While Proudman sees Re H-N as beneficial, she believes it fails to deal with a vital point: ‘So you’ve proven CCB, and acknowledged that it’s harmful for a child – but what’s next? How should it affect whether the father should have contact with the child?

‘In cases where there have been findings of coercive control, abuse or even rape, the mother has still had to facilitate contact with the abusive father. You get the findings you want on CCB, but the father gets contact anyway. What, then, was the point in the mother being retraumatised [by having to prove CCB in court]? This is the biggest issue’.

Marín Pedreño points to other problems relating to CCB in family proceedings. The first is that victims need to be careful about raising allegations of abuse against the other parent, because they may find themselves accused of ‘parental alienation’ – that they are making up the abuse to turn the child against the other parent. This can lead to the abuse victim – usually the mother – losing custody of her children.
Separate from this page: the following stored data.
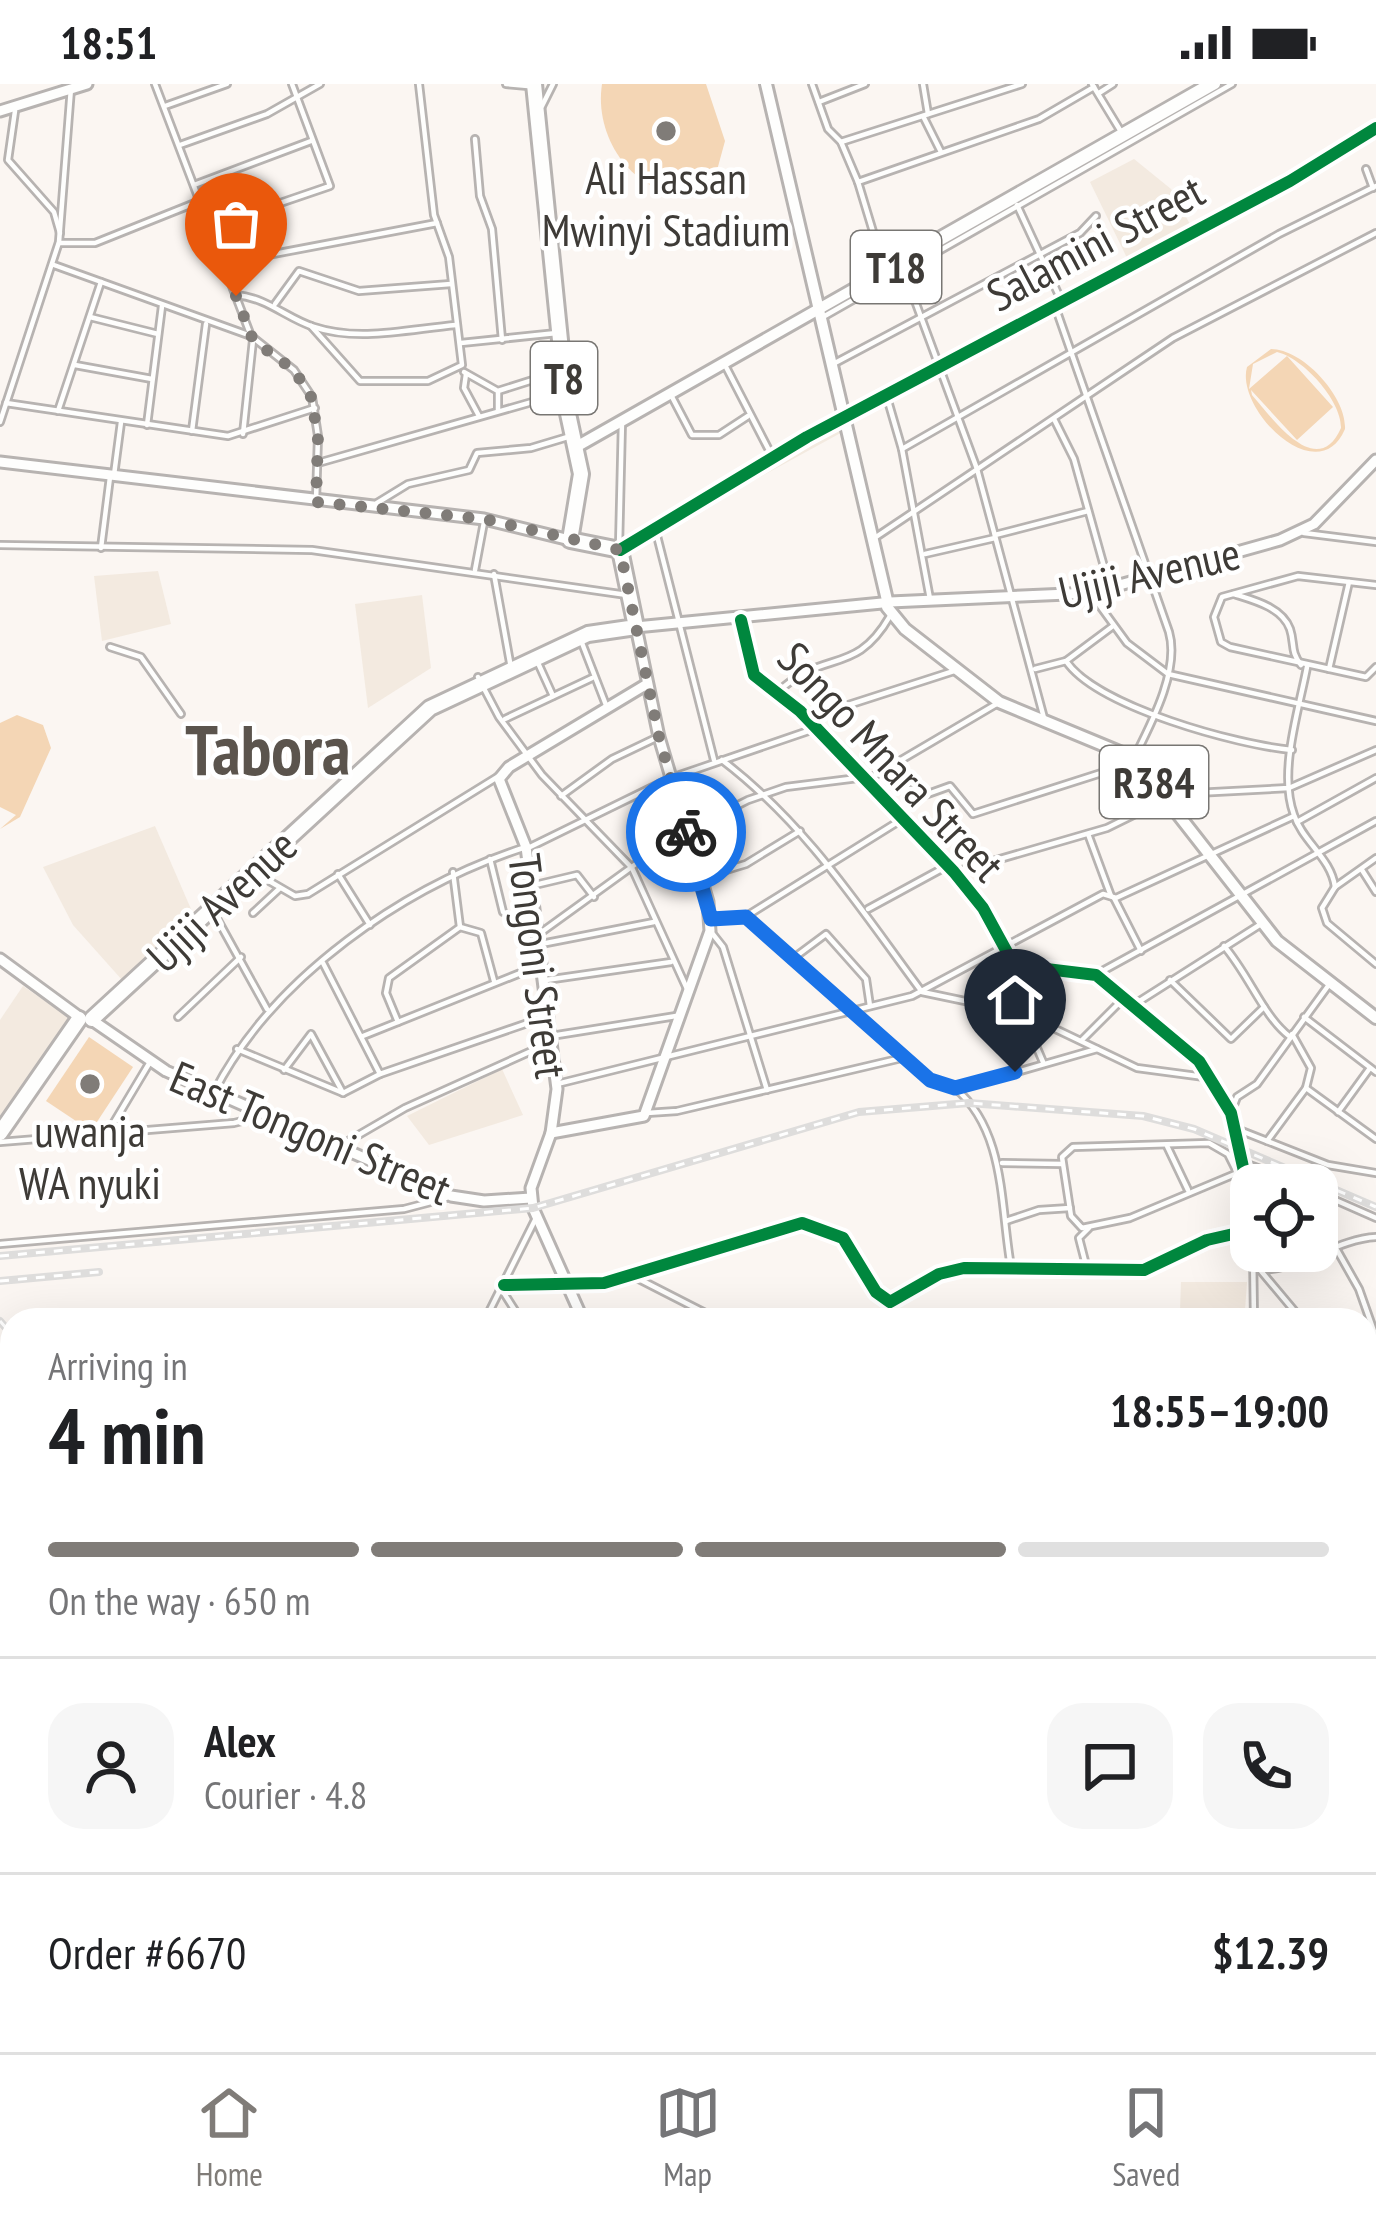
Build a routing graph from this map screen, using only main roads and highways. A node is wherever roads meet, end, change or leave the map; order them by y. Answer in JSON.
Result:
{"nodes":[{"id":1,"x":766,"y":84,"type":"edge"},
{"id":2,"x":1215,"y":84,"type":"edge"},
{"id":3,"x":534,"y":85,"type":"edge"},
{"id":4,"x":821,"y":311,"type":"junction"},
{"id":5,"x":574,"y":441,"type":"junction"},
{"id":6,"x":635,"y":616,"type":"junction"},
{"id":7,"x":510,"y":666,"type":"junction"},
{"id":8,"x":1376,"y":1018,"type":"edge"},
{"id":9,"x":0,"y":1138,"type":"edge"}],
"edges":[{"from":1,"to":4,"type":"main road"},
{"from":2,"to":4,"type":"main road","number":"T18"},
{"from":3,"to":5,"type":"highway","number":"T8"},
{"from":4,"to":5,"type":"main road","number":"T18"},
{"from":4,"to":8,"type":"main road","number":"R384"},
{"from":5,"to":6,"type":"highway","number":"T8"},
{"from":6,"to":7,"type":"highway"},
{"from":6,"to":7,"type":"highway","name":"Ujiji Avenue"},
{"from":7,"to":9,"type":"highway","name":"Ujiji Avenue"}]}
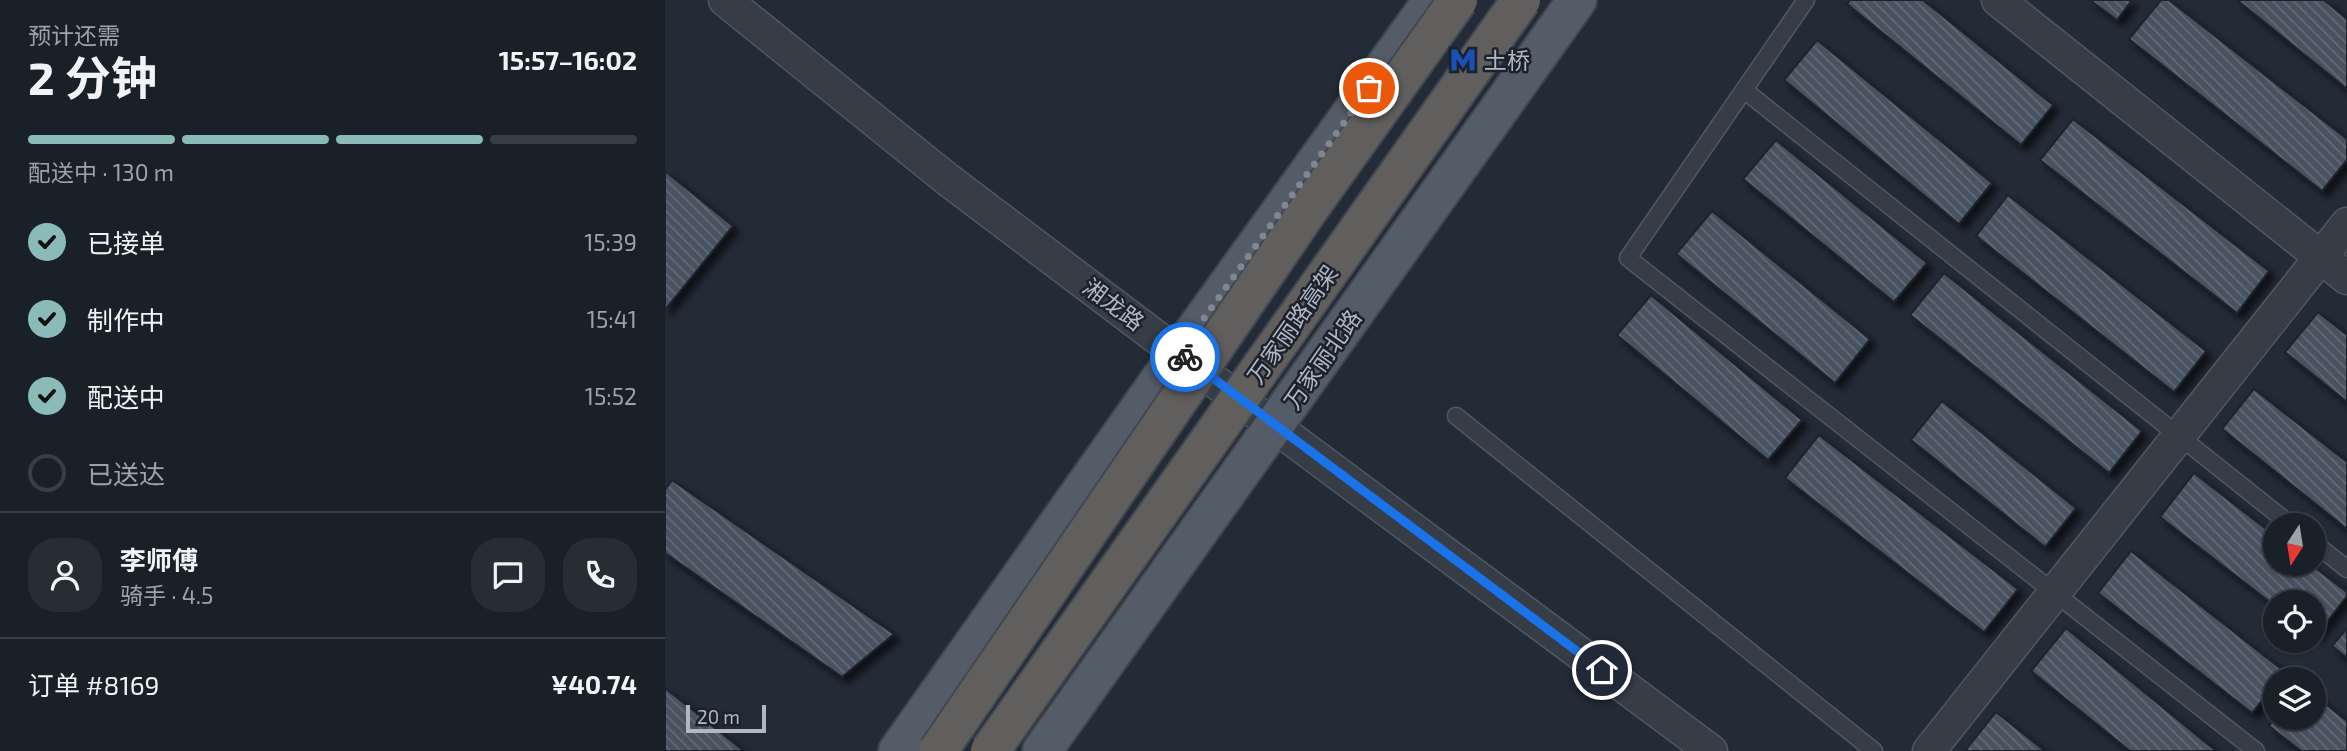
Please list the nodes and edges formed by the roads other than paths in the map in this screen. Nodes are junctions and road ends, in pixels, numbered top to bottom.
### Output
1 (725, 0) edge
2 (1433, 0) edge
3 (1458, 0) edge
4 (1521, 0) edge
5 (1577, 0) edge
6 (1806, 0) edge
7 (1998, 0) edge
8 (1744, 90) junction
9 (2347, 224) edge
10 (2321, 257) junction
11 (2347, 278) edge
12 (1179, 353) junction
13 (1456, 416) dead end
14 (1274, 426) junction
15 (2179, 436) junction
16 (2276, 513) edge
17 (2326, 552) edge
18 (2347, 569) edge
19 (2055, 592) junction
20 (981, 689) junction
21 (898, 751) edge
22 (933, 751) edge
23 (938, 751) edge
24 (990, 751) edge
25 (1042, 751) edge
26 (1711, 751) edge
27 (1874, 751) edge
28 (1929, 751) edge
29 (2256, 751) edge

1 - 12 street, 湘龙路
2 - 12 main road
3 - 20 highway, bridge
4 - 24 highway, 万家丽路高架, bridge
5 - 14 main road, 万家丽北路
6 - 8 lane
7 - 10 street
8 - 15 lane
8 - 19 lane
9 - 10 street
10 - 11 street
10 - 15 street
12 - 14 street, 湘龙路
12 - 21 main road
13 - 27 lane
14 - 25 main road, 万家丽北路
14 - 26 street, 湘龙路
15 - 16 lane
15 - 19 street
17 - 18 lane
19 - 28 street
19 - 29 lane
20 - 22 highway, bridge
20 - 23 highway, bridge

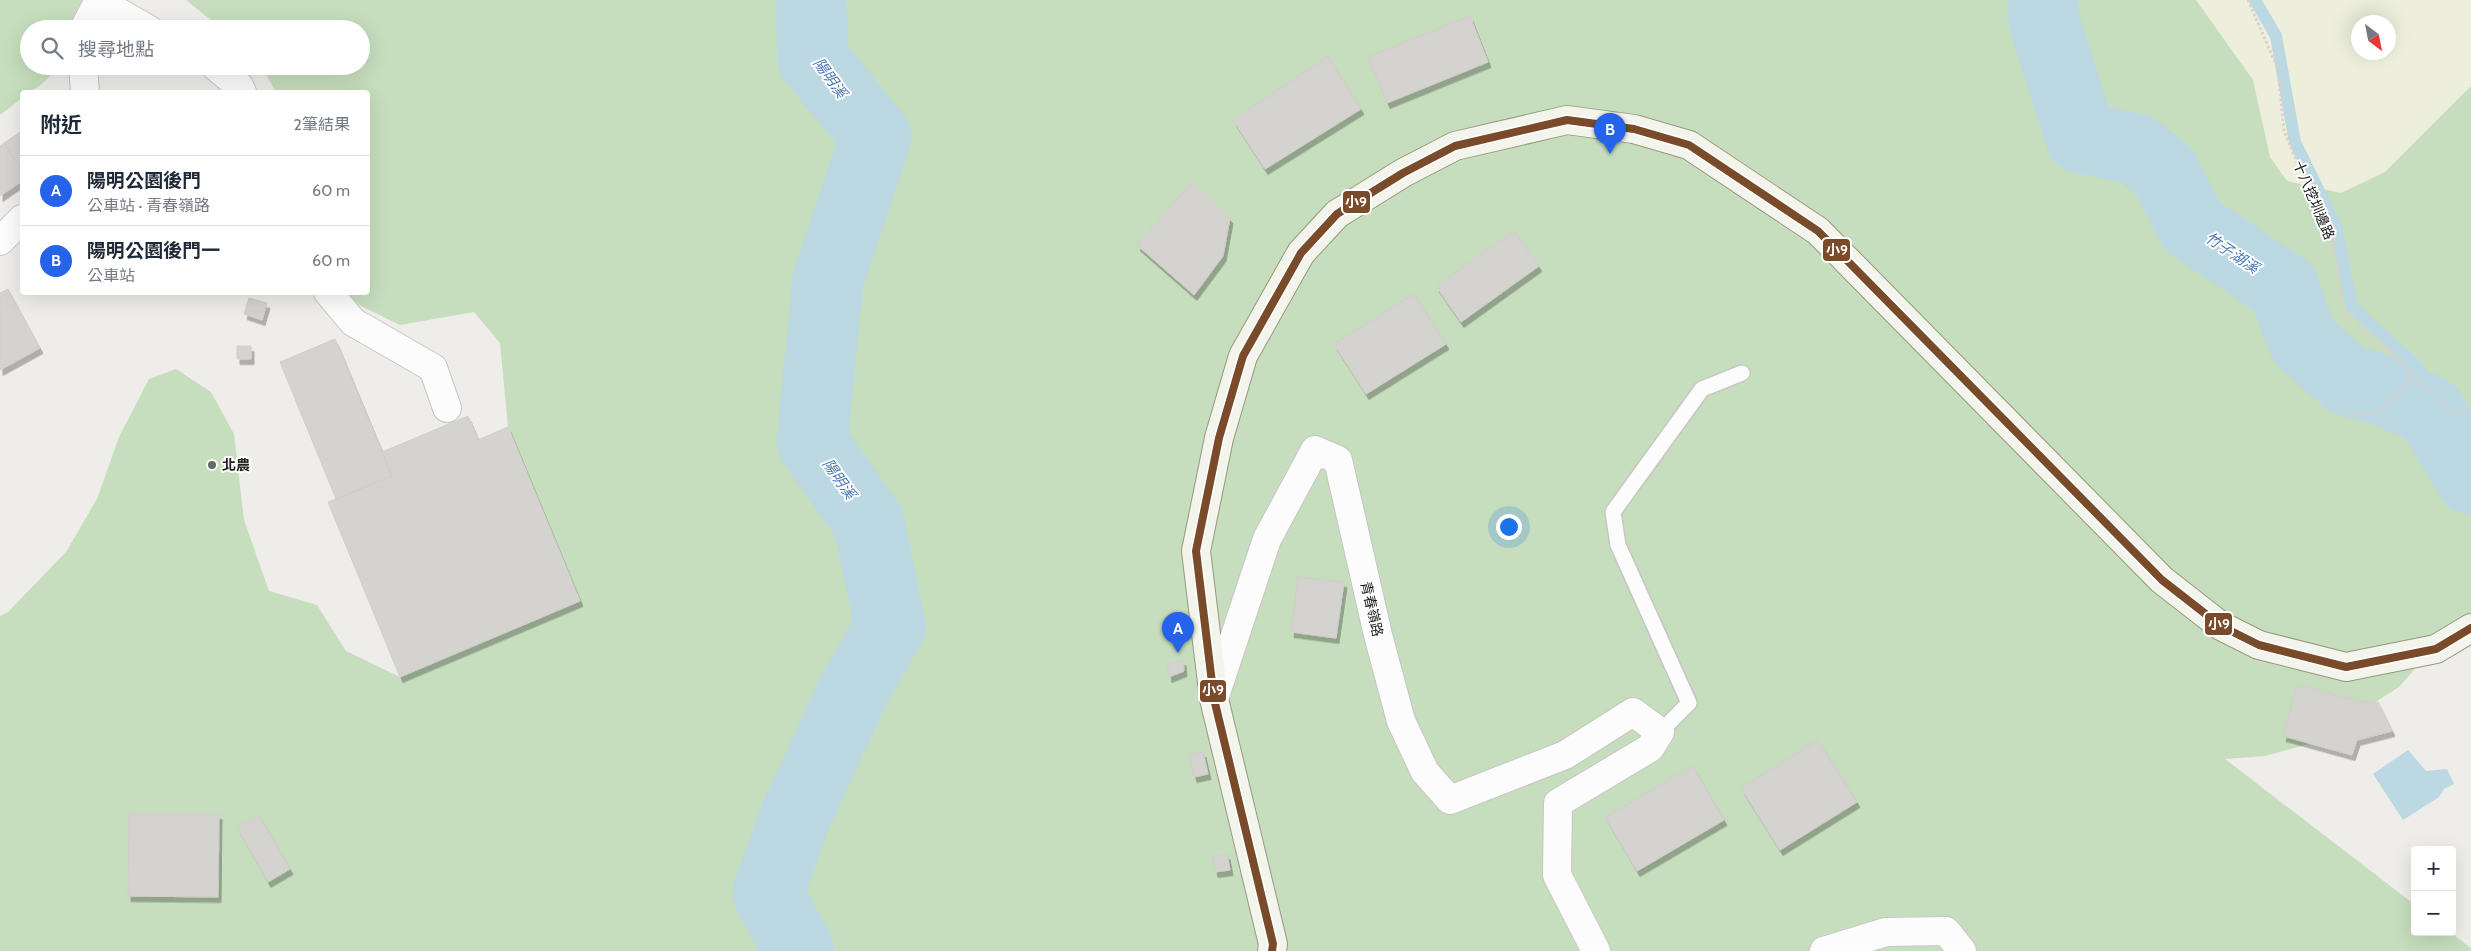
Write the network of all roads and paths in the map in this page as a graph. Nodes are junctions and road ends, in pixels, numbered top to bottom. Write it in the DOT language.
graph roads {
  1 [pos="2248,0"];
  2 [pos="99,1"];
  3 [pos="89,20"];
  4 [pos="132,20"];
  5 [pos="83,75"];
  6 [pos="226,75"];
  7 [pos="85,90"];
  8 [pos="241,90"];
  9 [pos="20,221"];
  10 [pos="0,241"];
  11 [pos="330,295"];
  12 [pos="1742,373"];
  13 [pos="2412,377"];
  14 [pos="447,408"];
  15 [pos="2471,415"];
  16 [pos="2350,416"];
  17 [pos="2471,628"];
  18 [pos="1214,699"];
  19 [pos="1660,732"];
  20 [pos="1272,951"];
  21 [pos="1596,951"];
  22 [pos="1824,951"];
  23 [pos="1962,951"];
  1 -- 13 [label="path, 十八挖圳邊路"];
  2 -- 3 [label="street"];
  2 -- 4 [label="street"];
  5 -- 7 [label="street"];
  6 -- 8 [label="street"];
  9 -- 10 [label="street"];
  11 -- 14 [label="street"];
  12 -- 19 [label="lane"];
  13 -- 15 [label="path, 十八挖圳邊路"];
  13 -- 16 [label="path"];
  17 -- 18 [label="street"];
  18 -- 19 [label="street, 青春嶺路"];
  18 -- 20 [label="street"];
  19 -- 21 [label="street"];
  22 -- 23 [label="street"];
}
‘Parental alienation is being used very often, and in the wrong way,’ warns Marín Pedreño. ‘It’s a weapon that the abuser can use. It’s silencing a lot of victims, because their priority is not to lose their children. Their fear is that they won’t be believed in court, and they won’t have sufficient evidence’.

Rachel Rothwell

Rachel Rothwell

The solicitor would also like to see a change in the law that could reduce the need for time-consuming fact-finding hearings in private law cases, by making it easier for perpetrators to admit CCB without the risk of criminal prosecution. This immunity from self-incrimination already applies to admissions made during public law family proceedings over whether a child should be taken into care. But in private family law cases, such as those dealing with contact rights, this protection does not apply.

Marín Pedreño says: ‘When I have the perpetrator as a client, their first worry is, what are the police going to know about this? They are very concerned and very careful about making any admissions; and so things can escalate into the need to have a fact-finding hearing.

‘But perhaps if they knew that they had that protection [from prosecution], they would accept from the beginning, yes, I have behaved in that way, and I want to do this parenting course, this anger management course. Not everyone will admit that they are an abuser. But it could be a significant percentage who are pragmatic and say, clearly it’s going to be found out that I have been controlling my partner, and so what do I need to do to have contact with my child?’

‘We have such huge delays now in the family courts, it can take months or years for a case to be heard,’ she adds. ‘If you can reduce the amount of time spent on fact-finding hearings – which can last 10 to 15 days and so much valuable court time taken up – this could make a real difference.’